Senin 29 Aug 2022 08:39 WIB

Agar Kita tak Lagi Percaya Dukun

Masih banyak masyarakat yang percaya dukun

Praktik perdukunan, ilustrasi
Praktik perdukunan, ilustrasi

Oleh : Muhammad Hafil, Jurnalis Republika.co.id

REPUBLIKA.CO.ID, JAKARTA – Ramainya pemberitaan tentang Pesulap Merah (Marcel Radhival) yang membongkar praktik perdukunan (selain dukun beranak dan pijat) yang menipu, membuka mata kita bahwa masih ada masyarakat yang memercayai dukun. Bagi penulis, upaya Pesulap Merah  ini membantu memberi pemahaman agar orang tidak lagi mendatangi atau memanfaatkan jasa perdukunan.

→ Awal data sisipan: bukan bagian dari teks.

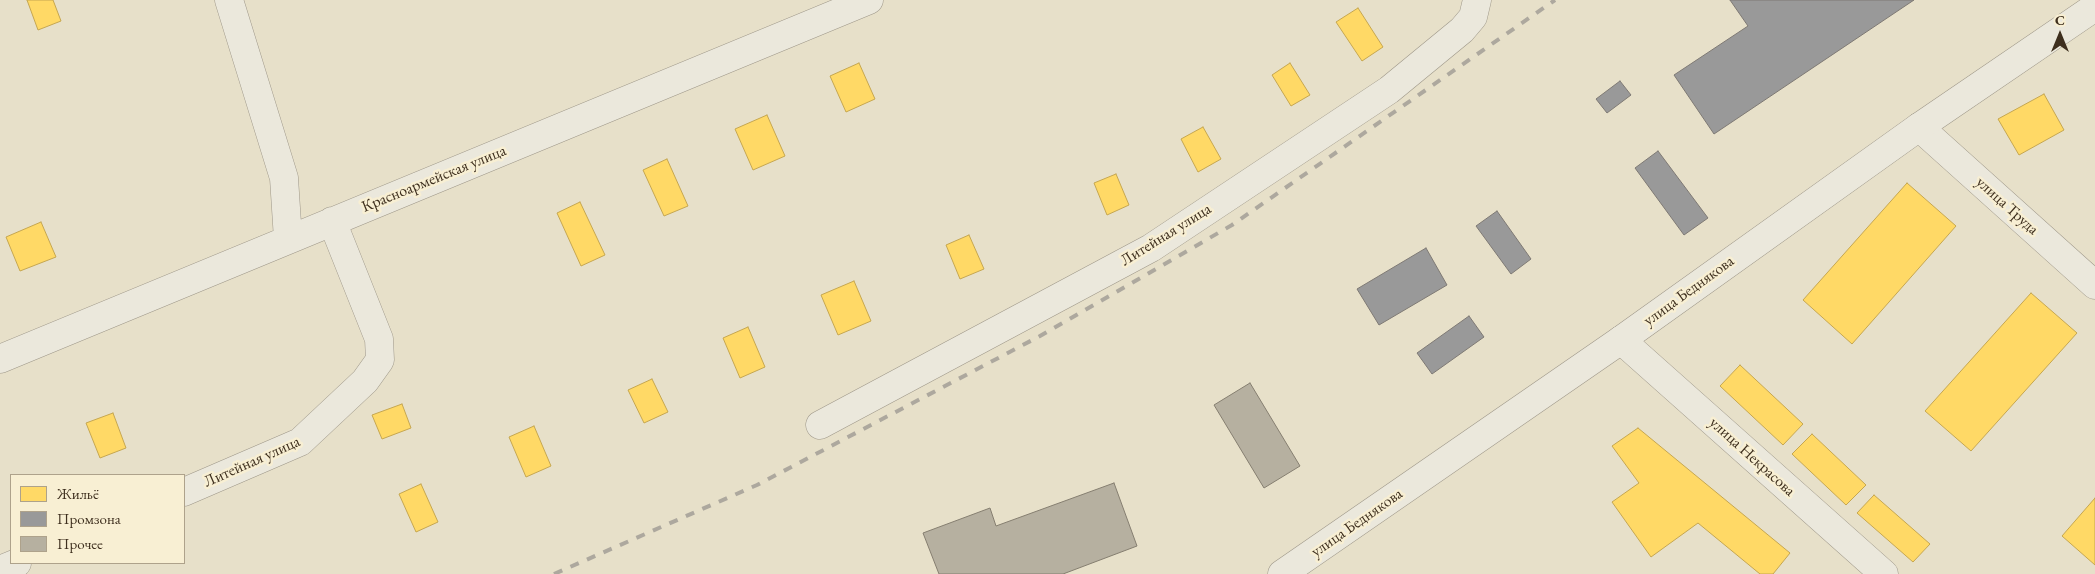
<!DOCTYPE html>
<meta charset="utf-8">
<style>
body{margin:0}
#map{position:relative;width:2095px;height:574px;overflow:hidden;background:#e7e0c9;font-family:"EB Garamond",serif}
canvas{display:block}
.legend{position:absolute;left:10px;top:474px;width:175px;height:90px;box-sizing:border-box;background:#f8efd3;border:1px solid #aea28b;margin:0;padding:6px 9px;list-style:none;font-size:15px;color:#3e2f1e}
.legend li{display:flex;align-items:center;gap:10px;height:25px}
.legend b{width:25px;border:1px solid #aea28b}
.north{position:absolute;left:2035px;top:10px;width:50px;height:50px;-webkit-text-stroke:4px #f8efd3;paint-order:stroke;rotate:0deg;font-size:14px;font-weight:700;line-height:20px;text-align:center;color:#3e2f1e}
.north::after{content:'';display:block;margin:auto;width:18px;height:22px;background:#3e2f1e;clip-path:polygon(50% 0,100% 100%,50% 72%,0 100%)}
</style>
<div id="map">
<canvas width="2095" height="574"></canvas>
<ul class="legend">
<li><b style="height:14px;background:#ffd966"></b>Жильё</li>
<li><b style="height:14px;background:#999"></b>Промзона</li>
<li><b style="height:14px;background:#b6b0a0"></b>Прочее</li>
</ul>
<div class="north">С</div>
</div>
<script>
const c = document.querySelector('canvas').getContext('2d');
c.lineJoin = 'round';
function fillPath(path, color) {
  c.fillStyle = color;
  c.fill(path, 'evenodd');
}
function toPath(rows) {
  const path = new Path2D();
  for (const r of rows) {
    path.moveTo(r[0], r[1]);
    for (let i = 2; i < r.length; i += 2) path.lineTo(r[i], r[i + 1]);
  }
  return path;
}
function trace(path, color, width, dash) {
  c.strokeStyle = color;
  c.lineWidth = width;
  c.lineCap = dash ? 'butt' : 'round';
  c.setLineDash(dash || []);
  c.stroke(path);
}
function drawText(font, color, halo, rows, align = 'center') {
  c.font = font + ' "EB Garamond",serif';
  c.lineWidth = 5;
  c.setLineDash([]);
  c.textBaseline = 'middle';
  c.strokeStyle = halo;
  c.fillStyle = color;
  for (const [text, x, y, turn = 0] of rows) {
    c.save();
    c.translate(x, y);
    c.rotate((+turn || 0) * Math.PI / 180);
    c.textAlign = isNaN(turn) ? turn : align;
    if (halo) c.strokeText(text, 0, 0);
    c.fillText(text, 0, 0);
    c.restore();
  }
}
const homes = toPath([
 [27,0,53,0,61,21,38,30,27,0],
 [1358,8,1383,47,1362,61,1336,22,1358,8],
 [859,63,875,99,846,112,830,76,859,63],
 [1290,63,1310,95,1291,106,1272,75,1290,63],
 [2044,94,2064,130,2019,155,1998,119,2044,94],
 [767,115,785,156,753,170,735,129,767,115],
 [1203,127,1221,159,1198,172,1181,139,1203,127],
 [667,159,688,206,664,216,643,170,667,159],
 [1116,174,1129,205,1107,215,1094,183,1116,174],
 [1907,183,1956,226,1852,344,1803,300,1907,183],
 [580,202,605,255,581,266,557,213,580,202],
 [41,222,56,257,20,271,6,237,41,222],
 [969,235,984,269,960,279,946,245,969,235],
 [854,281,871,321,838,335,821,295,854,281],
 [2031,293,2077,333,1971,451,1925,411,2031,293],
 [748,327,765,367,740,378,723,338,748,327],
 [1740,365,1803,424,1783,445,1720,386,1740,365],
 [652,379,668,412,644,423,628,390,652,379],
 [402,404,411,428,382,439,372,415,402,404],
 [113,413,126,448,100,458,86,423,113,413],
 [534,426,551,466,526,477,509,437,534,426],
 [1638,428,1790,553,1773,574,1760,574,1698,523,1651,557,1612,502,1639,483,1612,446,1638,428],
 [1812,434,1866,485,1846,505,1792,454,1812,434],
 [421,484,438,522,416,532,399,494,421,484],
 [1874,495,1930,544,1913,562,1857,513,1874,495],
 [2095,498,2095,565,2062,536,2095,498]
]);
fillPath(homes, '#ffd966');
trace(homes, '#c5a650', 1);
const industry = toPath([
 [1730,0,1914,0,1714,134,1674,75,1748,26,1730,0],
 [1620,81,1631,95,1607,113,1596,99,1620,81],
 [1658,151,1708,218,1684,235,1635,168,1658,151],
 [1497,211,1531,259,1511,274,1476,226,1497,211],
 [1426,248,1447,285,1379,325,1357,289,1426,248],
 [1469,316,1484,337,1432,374,1417,353,1469,316]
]);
fillPath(industry, '#999');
trace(industry, '#7e7974', 1);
const building = toPath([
 [1250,383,1300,466,1264,488,1214,405,1250,383],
 [1114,483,1137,546,1063,574,939,574,923,533,990,508,996,526,1114,483]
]);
fillPath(building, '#b6b0a0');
trace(building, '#857e70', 1);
const minor = toPath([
 [229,0,284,178,288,239],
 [1919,127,2095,285],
 [1621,340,1884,574],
 [0,359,869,0],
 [820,425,1151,248,1389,90,1462,30,1473,17,1477,0],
 [184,492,300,442,365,381,380,360,379,339,332,221],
 [0,570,17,563]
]);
const tertiary = toPath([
 [1282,574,1621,340,1919,127,2095,7]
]);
trace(minor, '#9d9688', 29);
trace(tertiary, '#9d9688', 29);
trace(minor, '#ebe8dc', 28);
trace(tertiary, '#ebe8dc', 28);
trace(toPath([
 [554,574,757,485,1040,336,1232,225,1555,0]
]), '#ada89e', 4, [9, 9]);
drawText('16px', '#3e2f1e', '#f8efd3', [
 ["Красноармейская улица",434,179,-22],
 ["улица Труда",2007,206,42],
 ["Литейная улица",1166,235,-32],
 ["улица Беднякова",1689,291,-36],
 ["улица Некрасова",1752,457,42],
 ["Литейная улица",252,462,-24],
 ["улица Беднякова",1357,523,-35]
]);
</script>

Terkadang, dengan menyampaikan berbagai argumen seperti dalil-dalil keagamaan tentang kedustaan dukun (bukan dukun beranak atau dukun pijat) yang mengaku mengetahui tentang hal ghaib, tidak bisa diterima begitu saja oleh kalangan masyarakat yang memercayainya.

Padahal mengenai kepercayaan terhadap dukun ini, sudah dijelaskan dalam  buku Ambilah Aqidahmu dari Alquran dan As-sunnah yang Shahih yang Dipahami Shahabat Radhiyallahu Anhuma, yang menyebutkan seorang Muslim tidak boleh mempercayai pernyataan ghaib dari arraaf (orang yang mengaki memiliki pengetahuan tentang yang ghaib) dan peramal untuk mengetahui yang ghaib, tidak serta merta membuat seorang percaya.

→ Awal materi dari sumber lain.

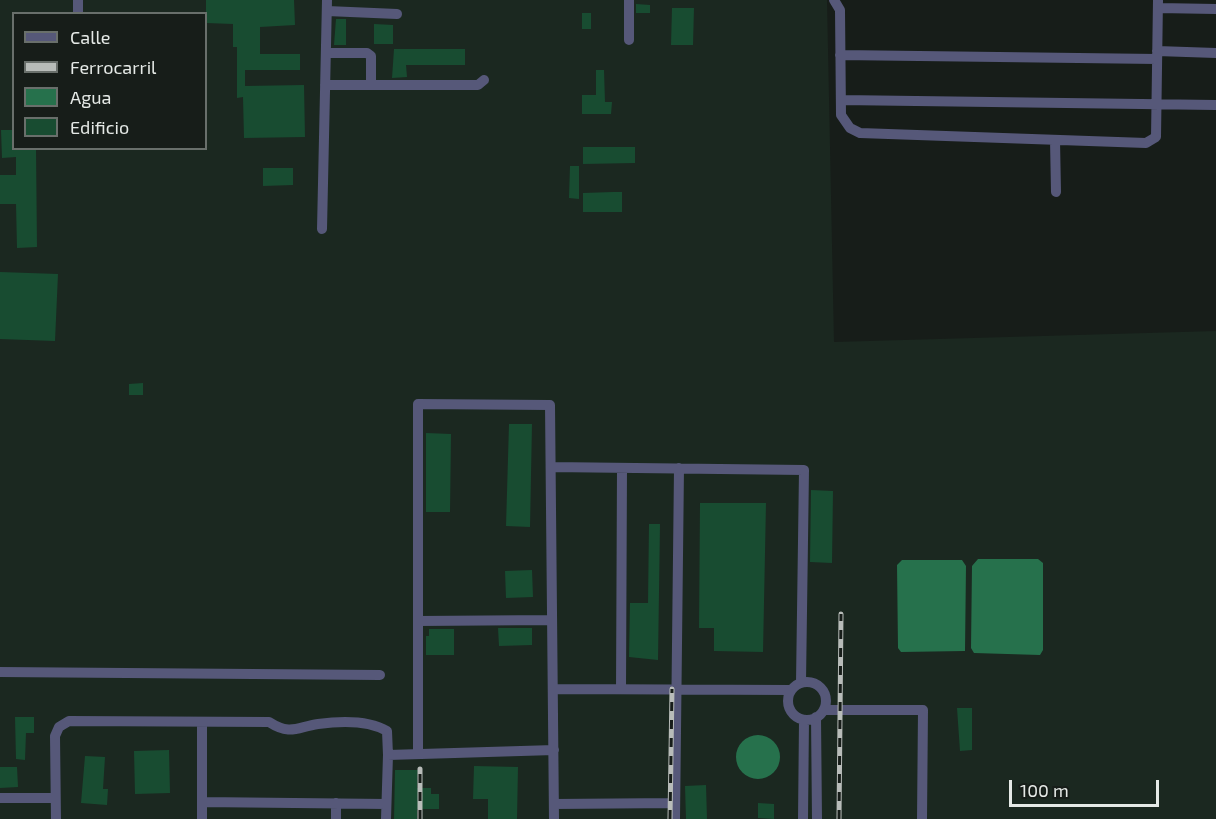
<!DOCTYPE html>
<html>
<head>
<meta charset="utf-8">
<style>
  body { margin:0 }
  #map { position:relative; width:1216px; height:819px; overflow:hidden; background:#171d19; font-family:"Exo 2",sans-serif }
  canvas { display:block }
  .legend { position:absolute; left:12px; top:12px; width:195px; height:138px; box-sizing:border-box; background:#171d19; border:2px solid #696f6b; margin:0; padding:8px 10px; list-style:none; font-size:18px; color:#e5e9e6 }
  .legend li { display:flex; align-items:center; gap:12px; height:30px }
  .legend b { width:30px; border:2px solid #696f6b }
  .scale { position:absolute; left:1009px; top:780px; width:150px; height:27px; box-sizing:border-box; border:3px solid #e5e9e6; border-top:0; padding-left:8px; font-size:18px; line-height:21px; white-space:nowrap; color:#e5e9e6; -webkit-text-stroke:4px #171d19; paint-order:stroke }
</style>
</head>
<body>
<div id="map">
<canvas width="1216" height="819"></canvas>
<ul class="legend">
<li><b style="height:8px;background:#565879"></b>Calle</li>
<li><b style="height:8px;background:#b8bcb9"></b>Ferrocarril</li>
<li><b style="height:16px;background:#26714c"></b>Agua</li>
<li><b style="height:16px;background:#184c31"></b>Edificio</li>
</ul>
<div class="scale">100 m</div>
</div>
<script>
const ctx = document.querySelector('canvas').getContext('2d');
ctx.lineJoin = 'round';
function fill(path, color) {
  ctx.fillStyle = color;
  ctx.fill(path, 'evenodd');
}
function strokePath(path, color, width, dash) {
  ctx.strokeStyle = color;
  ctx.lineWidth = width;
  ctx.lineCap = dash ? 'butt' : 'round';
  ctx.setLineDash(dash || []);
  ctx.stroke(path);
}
const built = new Path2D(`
  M 0,0 L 827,0 L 834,342 L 1216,331 L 1216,819 L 0,819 ZM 14,14 L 206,14 L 206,148 L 14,148 Z`);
const water = new Path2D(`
  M 978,559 L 1038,559 L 1043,563 L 1043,650 L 1040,655 L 974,653 L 971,648 L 972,566 Z
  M 902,560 L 962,560 L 966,566 L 965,651 L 901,652 L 898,648 L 897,565 Z
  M736 757a22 22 0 1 1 44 0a22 22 0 1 1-44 0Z`);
const building = new Path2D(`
  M 206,0 L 294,0 L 295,25 L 260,27 L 260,54 L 300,54 L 300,70 L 245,70 L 245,86 L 304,85 L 305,137 L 244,138 L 243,97 L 237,98 L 237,47 L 233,47 L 233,24 L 206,23 Z
  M 636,4 L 650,5 L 650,13 L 636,13 Z
  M 672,8 L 694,8 L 693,45 L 671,45 Z
  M 582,13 L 591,13 L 591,29 L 582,29 Z
  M 336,19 L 346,19 L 346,45 L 334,45 Z
  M 374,24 L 393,25 L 393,44 L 374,44 Z
  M 394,49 L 465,49 L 465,65 L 406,65 L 407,77 L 392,78 Z
  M 596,70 L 604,70 L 605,102 L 612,102 L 611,114 L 582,114 L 582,95 L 596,95 Z
  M 1,130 L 14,130 L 14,148 L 36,148 L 37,247 L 17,248 L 16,204 L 0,204 L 0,175 L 16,175 L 16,157 L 2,158 Z
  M 583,147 L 635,147 L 635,163 L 583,164 Z
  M 570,166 L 579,166 L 579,199 L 569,198 Z
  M 263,168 L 293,168 L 293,185 L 263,186 Z
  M 613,192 L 622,192 L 622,212 L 583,212 L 583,193 Z
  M 0,272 L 58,274 L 55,341 L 0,339 Z
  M 143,383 L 143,395 L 129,395 L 129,384 Z
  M 509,424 L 532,424 L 530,527 L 506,526 Z
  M 426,433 L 451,434 L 450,512 L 426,512 Z
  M 811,490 L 833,491 L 832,563 L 810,562 Z
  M 700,503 L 766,503 L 763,652 L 714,651 L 714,628 L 699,628 Z
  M 649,524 L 660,524 L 658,660 L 629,657 L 630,603 L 648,603 Z
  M 532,570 L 533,597 L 506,598 L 505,571 Z
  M 498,628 L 532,628 L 532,645 L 499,646 Z
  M 429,629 L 454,629 L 454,655 L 426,655 L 426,636 L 429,636 Z
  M 957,708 L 972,708 L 972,750 L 960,751 Z
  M 15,717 L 34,717 L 34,733 L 26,733 L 25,760 L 16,759 Z
  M 169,750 L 170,793 L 135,794 L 134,751 Z
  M 85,756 L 105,757 L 103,789 L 108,789 L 107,805 L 81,803 Z
  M 474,766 L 518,767 L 517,819 L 488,819 L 488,799 L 473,799 Z
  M 0,767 L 17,767 L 18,787 L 0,788 Z
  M 395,770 L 418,770 L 417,788 L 431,788 L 431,794 L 439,794 L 439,809 L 417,809 L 417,819 L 394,819 Z
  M 706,785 L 707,819 L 686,819 L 685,786 Z
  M 758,803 L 774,804 L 774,819 L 758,818 Z`);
const minor = new Path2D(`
  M 78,0 L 78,14
  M 834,0 L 840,10 L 841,115 L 850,128 L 860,133 L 1146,143 L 1156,137 L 1158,0
  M 1158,8 L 1216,9
  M 327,11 L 397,14
  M 629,40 L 629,0
  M 1157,51 L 1216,53
  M 326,53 L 367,53 L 371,56 L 371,85
  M 840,55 L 1157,59
  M 325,85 L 478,85 L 484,80
  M 841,100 L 1216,105
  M 1055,140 L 1056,192
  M 322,229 L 327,0
  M 551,467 L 804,470 L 801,682
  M 418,621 L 552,620
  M 0,672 L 380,675
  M788 701a19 19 0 1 1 38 0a19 19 0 1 1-38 0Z
  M 553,689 L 791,690
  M 621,689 L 622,468
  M 824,710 L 923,710 L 922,819
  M 816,717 L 817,819
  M 202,722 L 202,819
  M 418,754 L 418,404 L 550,405 L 554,819
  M 0,798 L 55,798
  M 202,802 L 386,804
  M 554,804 L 675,803
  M 56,819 L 55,736 L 59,727 L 69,721 L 269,722 C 291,736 297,727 318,724 C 340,721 368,720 387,731 L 388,755 L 554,750
  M 336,819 L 336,803
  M 386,819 L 388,755
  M 675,819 L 679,468
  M 803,819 L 804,720`);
const rail = new Path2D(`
  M 420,819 L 420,769
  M 670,819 L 672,689
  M 839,819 L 841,614`);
fill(built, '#1b2820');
fill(water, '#26714c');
fill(building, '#184c31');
strokePath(minor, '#565879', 10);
strokePath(rail, '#b8bcb9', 5);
strokePath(rail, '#171d19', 3, [9]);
</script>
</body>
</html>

l Allah ﷻ  sudah berfirman:

 

قُل لَّا يَعْلَمُ مَن فِى ٱلسَّمَٰوَٰتِ وَٱلْأَرْضِ ٱلْغَيْبَ إِلَّا ٱللَّهُۚ ...

"Katakanlah, "Tidak ada seorang pun di langit dan di bumi yang mengetahui perkara yang gaib, kecuali Allah"..." (QS An Naml ayat 65).

Dalam ayat lain, secara tegas Allah ﷻ menyebutkan beberapa hal yang hanya Dia yang secara pasti mengetahui.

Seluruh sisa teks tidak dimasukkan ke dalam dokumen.